> **What the task asks**
Search the data for the string "roads" and extract every line where it appears.

> **Records to process**
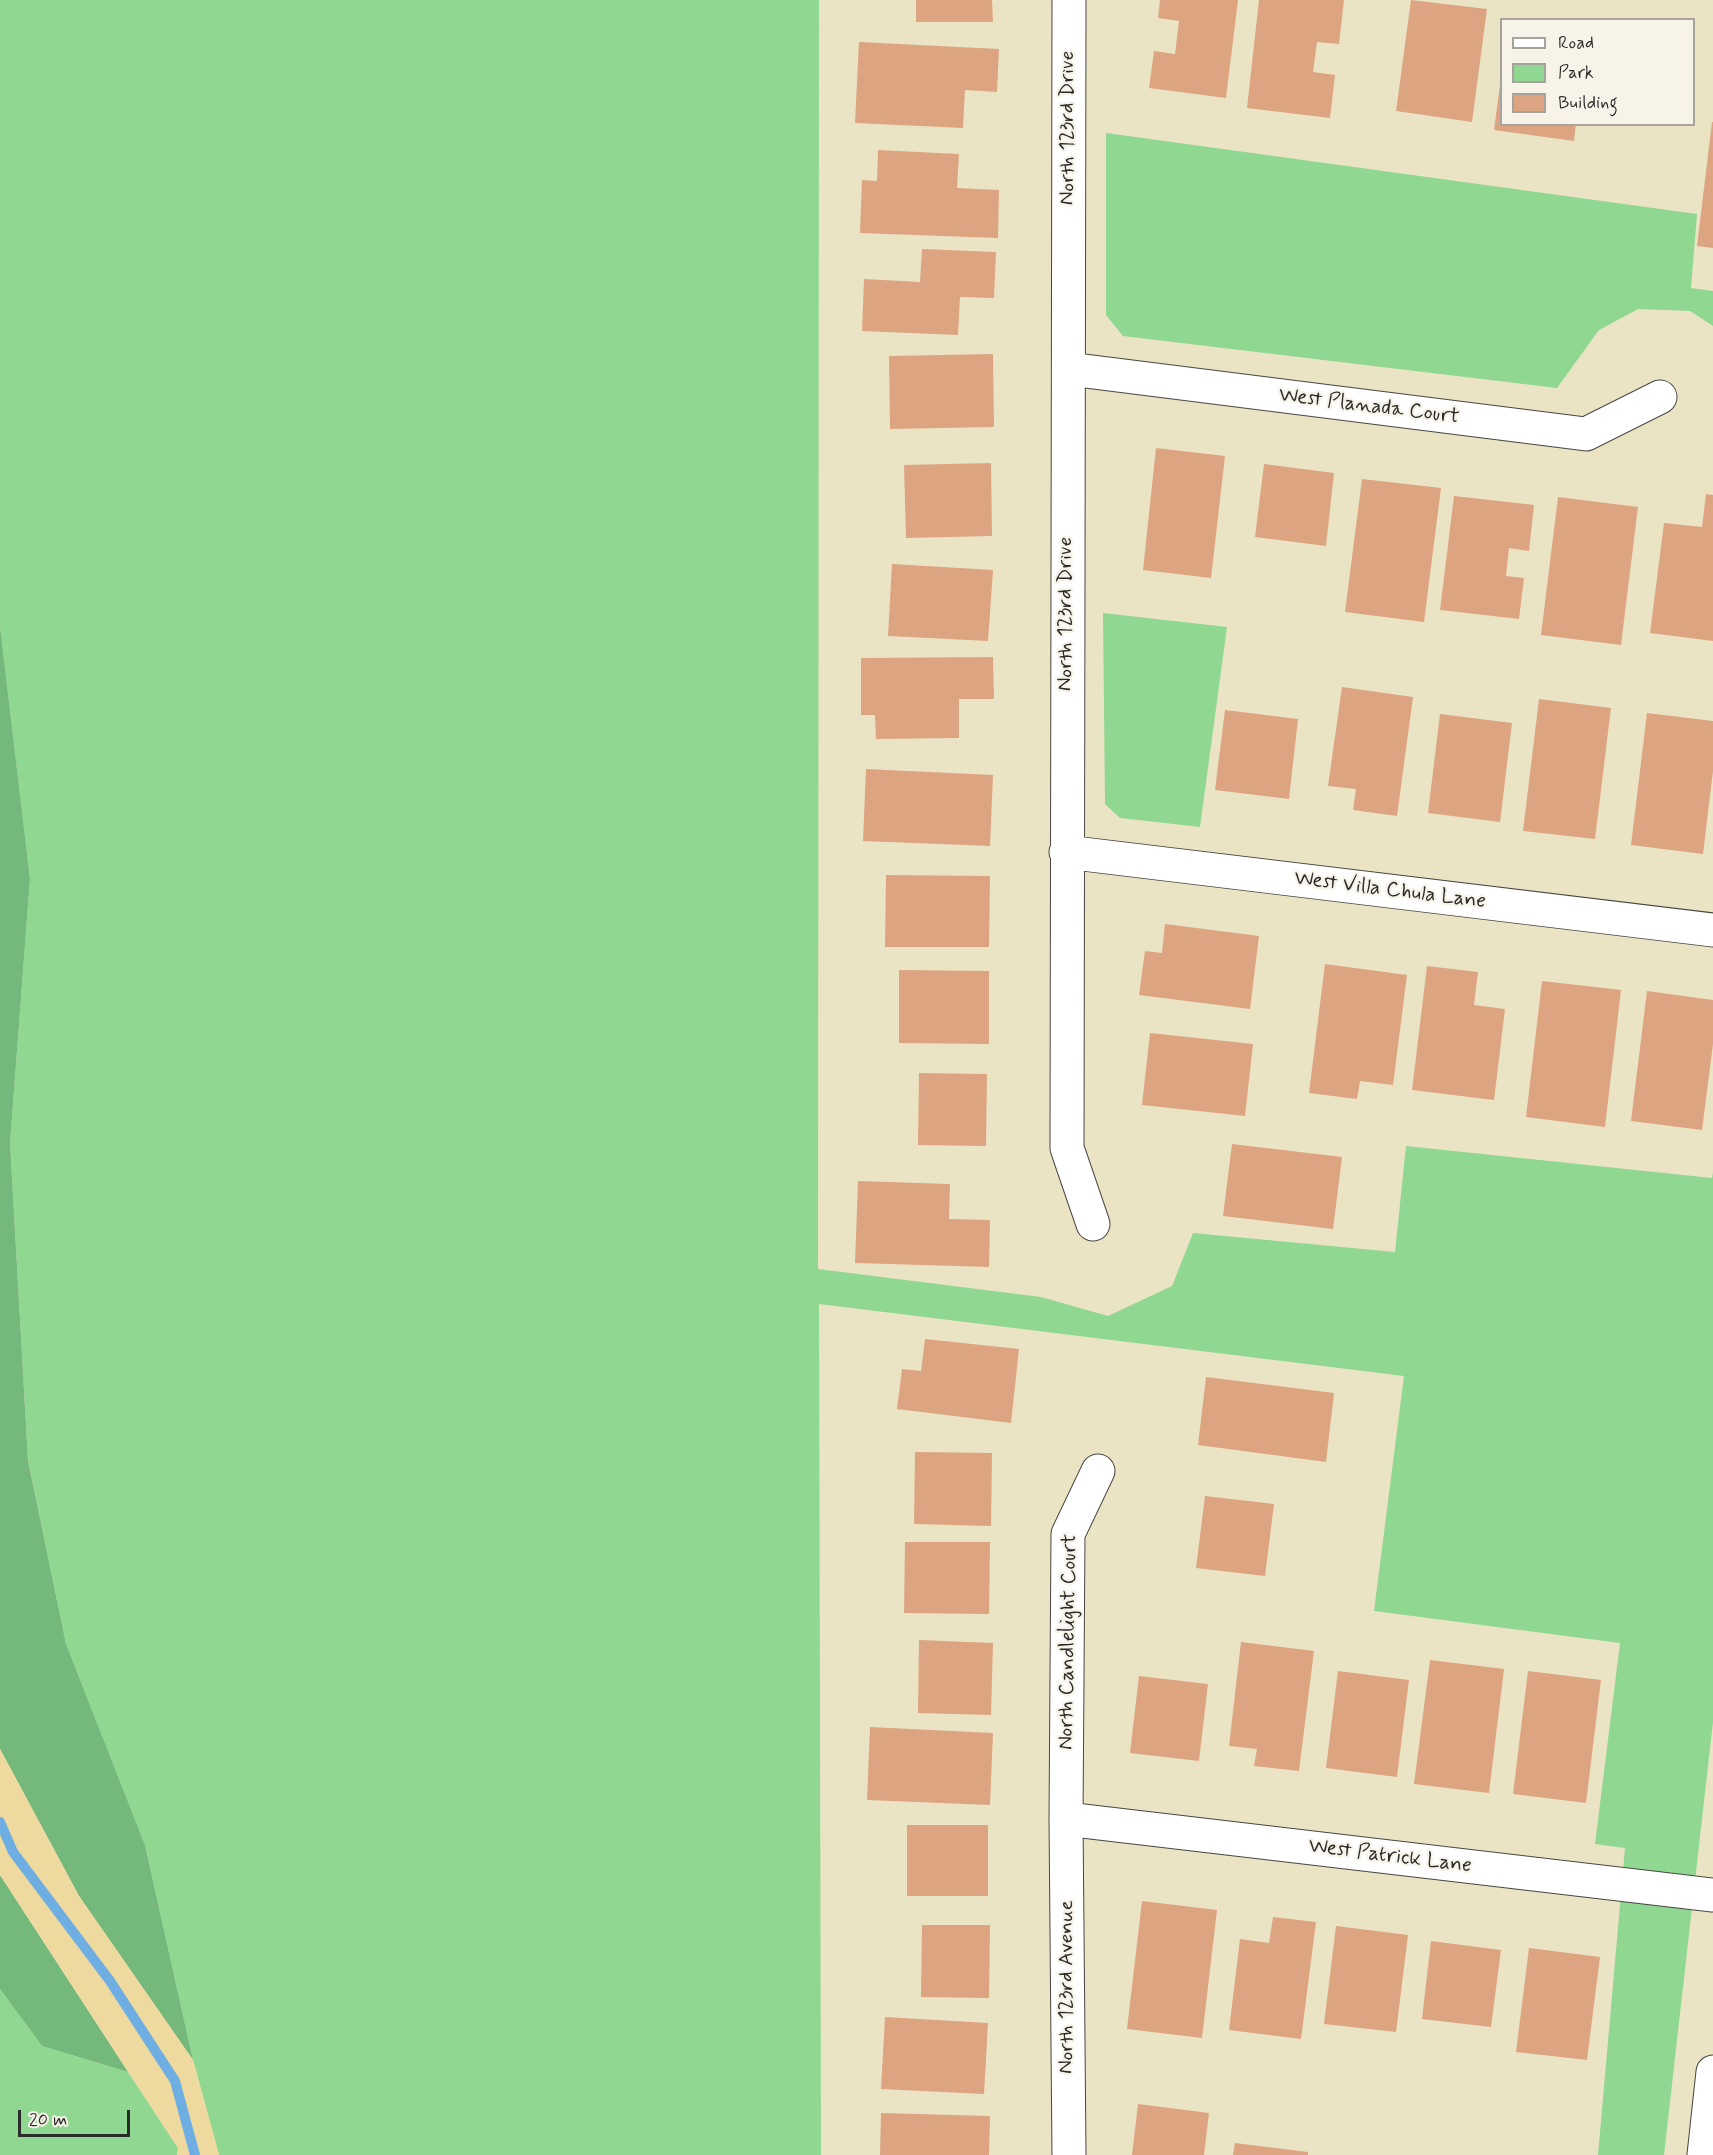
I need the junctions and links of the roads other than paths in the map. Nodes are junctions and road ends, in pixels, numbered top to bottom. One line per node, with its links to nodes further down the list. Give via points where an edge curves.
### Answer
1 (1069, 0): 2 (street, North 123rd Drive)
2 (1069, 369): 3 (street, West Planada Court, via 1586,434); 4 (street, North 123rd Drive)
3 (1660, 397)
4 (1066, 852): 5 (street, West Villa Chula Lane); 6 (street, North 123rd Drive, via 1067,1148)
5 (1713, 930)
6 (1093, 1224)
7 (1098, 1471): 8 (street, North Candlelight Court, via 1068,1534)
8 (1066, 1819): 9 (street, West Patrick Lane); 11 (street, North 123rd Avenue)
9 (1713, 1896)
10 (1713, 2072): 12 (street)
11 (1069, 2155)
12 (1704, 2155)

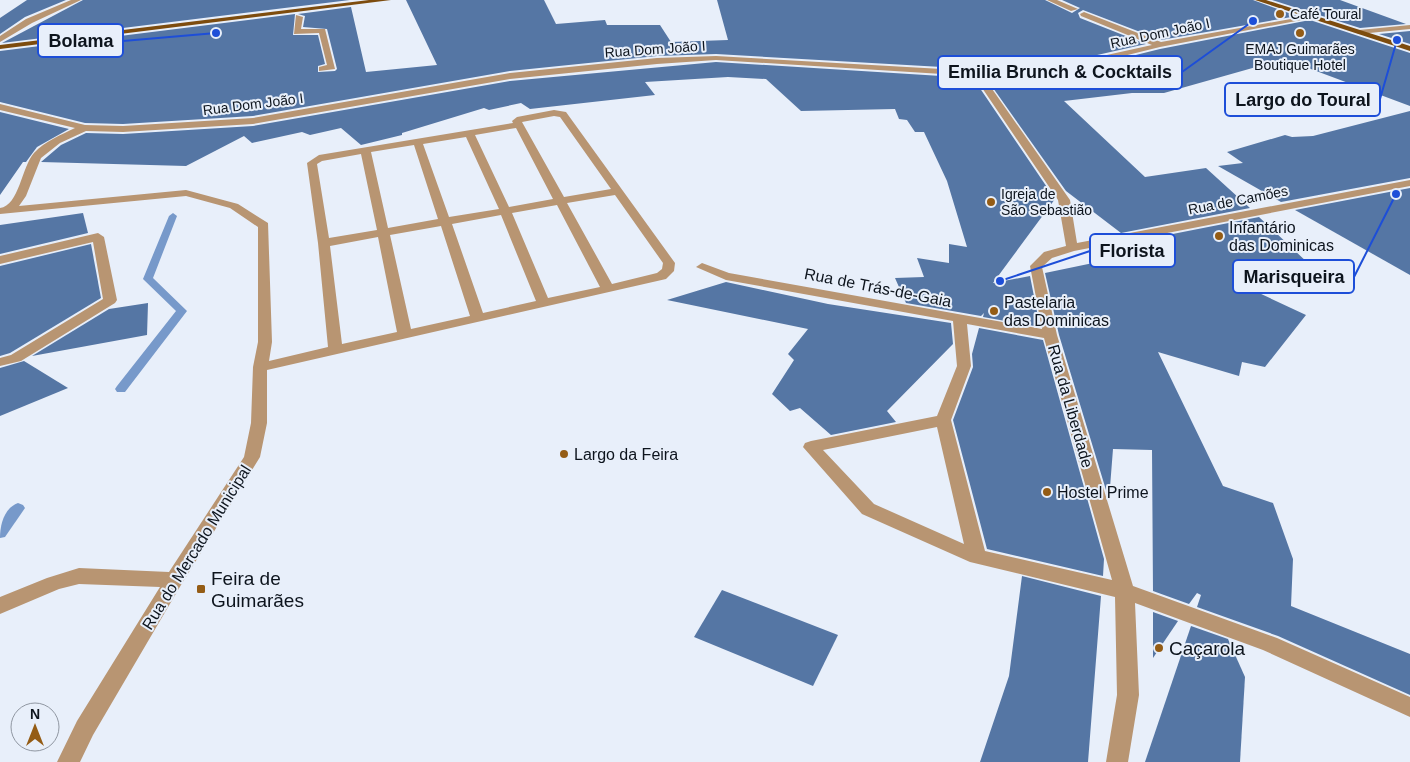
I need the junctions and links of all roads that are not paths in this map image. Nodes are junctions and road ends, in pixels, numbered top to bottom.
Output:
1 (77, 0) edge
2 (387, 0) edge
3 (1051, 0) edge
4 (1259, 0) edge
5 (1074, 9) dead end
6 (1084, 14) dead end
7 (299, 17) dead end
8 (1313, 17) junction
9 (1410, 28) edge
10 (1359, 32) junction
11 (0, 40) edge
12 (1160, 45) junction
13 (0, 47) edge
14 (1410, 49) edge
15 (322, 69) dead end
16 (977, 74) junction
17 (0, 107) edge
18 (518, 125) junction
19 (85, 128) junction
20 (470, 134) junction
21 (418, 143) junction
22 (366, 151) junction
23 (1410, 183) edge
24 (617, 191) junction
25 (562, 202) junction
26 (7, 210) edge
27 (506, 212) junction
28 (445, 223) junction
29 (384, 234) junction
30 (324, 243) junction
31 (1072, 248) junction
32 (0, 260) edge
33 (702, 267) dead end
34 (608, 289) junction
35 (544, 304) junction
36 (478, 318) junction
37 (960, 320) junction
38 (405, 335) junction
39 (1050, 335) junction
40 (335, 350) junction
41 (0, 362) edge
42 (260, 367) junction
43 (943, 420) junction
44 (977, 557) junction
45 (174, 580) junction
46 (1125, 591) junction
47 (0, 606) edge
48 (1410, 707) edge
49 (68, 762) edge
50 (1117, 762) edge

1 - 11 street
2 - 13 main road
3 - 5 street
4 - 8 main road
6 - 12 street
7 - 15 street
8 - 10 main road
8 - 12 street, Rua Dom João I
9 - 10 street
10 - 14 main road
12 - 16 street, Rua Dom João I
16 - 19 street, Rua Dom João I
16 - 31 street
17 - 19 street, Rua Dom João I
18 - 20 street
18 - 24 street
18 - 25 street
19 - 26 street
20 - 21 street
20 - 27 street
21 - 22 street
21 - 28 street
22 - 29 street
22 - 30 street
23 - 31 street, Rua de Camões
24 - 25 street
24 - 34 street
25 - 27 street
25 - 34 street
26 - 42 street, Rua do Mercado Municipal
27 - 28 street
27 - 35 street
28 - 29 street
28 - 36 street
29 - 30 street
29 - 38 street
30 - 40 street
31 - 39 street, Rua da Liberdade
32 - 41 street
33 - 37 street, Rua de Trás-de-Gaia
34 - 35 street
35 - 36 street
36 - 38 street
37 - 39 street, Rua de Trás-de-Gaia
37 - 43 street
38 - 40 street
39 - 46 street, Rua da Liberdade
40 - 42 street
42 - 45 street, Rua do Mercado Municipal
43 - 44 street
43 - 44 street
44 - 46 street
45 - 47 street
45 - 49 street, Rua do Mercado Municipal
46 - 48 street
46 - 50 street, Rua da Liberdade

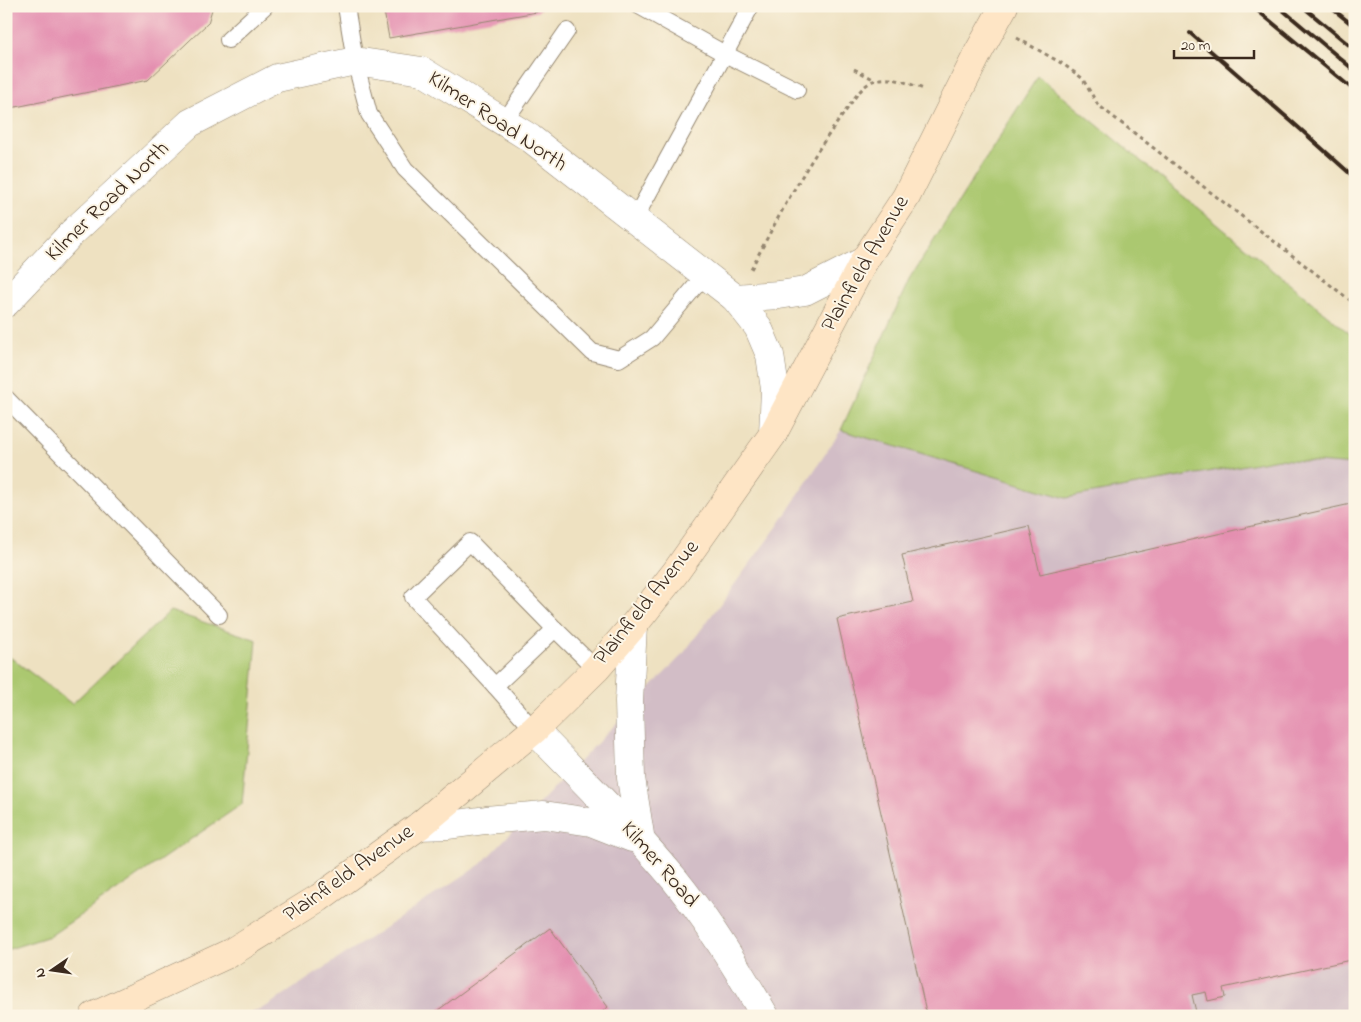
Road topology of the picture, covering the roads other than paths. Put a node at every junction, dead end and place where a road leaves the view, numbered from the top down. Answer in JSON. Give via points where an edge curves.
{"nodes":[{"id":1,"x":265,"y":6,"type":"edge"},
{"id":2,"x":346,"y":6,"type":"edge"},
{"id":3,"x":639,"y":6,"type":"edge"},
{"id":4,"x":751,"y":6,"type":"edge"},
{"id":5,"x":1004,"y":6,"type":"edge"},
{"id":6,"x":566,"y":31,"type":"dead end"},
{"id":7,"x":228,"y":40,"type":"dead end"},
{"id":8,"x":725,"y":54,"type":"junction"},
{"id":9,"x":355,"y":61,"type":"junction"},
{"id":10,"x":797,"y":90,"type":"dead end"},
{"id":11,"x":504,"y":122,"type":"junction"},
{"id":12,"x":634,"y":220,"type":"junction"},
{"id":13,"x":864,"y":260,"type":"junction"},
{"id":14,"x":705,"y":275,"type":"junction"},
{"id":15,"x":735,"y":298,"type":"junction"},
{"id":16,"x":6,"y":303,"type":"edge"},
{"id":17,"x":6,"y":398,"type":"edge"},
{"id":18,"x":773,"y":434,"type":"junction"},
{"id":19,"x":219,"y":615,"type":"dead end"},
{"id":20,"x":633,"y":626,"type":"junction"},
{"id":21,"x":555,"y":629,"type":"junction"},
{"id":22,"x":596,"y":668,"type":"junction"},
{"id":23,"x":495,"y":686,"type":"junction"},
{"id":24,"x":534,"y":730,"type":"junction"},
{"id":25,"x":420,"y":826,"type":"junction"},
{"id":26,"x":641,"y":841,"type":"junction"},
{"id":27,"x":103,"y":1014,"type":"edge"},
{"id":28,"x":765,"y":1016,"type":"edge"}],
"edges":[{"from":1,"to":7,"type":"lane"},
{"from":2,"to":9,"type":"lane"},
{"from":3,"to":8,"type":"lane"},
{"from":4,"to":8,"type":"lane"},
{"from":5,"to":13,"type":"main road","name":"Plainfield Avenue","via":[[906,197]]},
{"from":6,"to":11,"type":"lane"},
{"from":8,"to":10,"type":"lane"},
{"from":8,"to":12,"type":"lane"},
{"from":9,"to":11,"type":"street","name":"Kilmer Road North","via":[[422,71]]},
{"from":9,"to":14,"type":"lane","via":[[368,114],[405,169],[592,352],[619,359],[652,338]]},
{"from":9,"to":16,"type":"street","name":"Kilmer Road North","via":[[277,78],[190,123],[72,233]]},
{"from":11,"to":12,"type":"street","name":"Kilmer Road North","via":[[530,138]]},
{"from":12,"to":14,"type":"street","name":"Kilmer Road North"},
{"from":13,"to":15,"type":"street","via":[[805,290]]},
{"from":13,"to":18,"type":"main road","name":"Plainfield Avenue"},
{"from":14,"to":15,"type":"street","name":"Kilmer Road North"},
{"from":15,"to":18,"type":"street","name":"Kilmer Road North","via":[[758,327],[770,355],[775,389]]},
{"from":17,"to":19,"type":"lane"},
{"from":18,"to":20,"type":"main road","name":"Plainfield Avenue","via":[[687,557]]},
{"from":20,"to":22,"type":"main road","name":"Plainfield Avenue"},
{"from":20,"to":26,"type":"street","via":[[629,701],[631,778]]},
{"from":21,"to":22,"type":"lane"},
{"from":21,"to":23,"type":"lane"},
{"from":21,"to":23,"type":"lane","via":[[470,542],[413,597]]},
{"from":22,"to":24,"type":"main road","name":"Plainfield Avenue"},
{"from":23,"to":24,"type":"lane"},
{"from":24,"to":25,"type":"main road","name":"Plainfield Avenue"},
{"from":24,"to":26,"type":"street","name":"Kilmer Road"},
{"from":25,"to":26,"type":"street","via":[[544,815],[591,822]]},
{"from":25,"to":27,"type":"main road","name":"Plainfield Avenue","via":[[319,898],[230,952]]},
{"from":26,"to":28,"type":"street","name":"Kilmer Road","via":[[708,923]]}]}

> **Response box**
I need the junctions and links of the roads other than paths in the map. Nodes are junctions and road ends, in pixels, numbered top to bottom. One line per node, with its links to nodes further down the list. Give via points where an edge curves.
I need the junctions and links of all roads that are not paths in this map image. Nodes are junctions and road ends, in pixels, numbered top to bottom.
Road topology of the picture, covering the roads other than paths. Put a node at every junction, dead end and place where a road leaves the view, numbered from the top down. Answer in JSON. Give via points where an edge curves.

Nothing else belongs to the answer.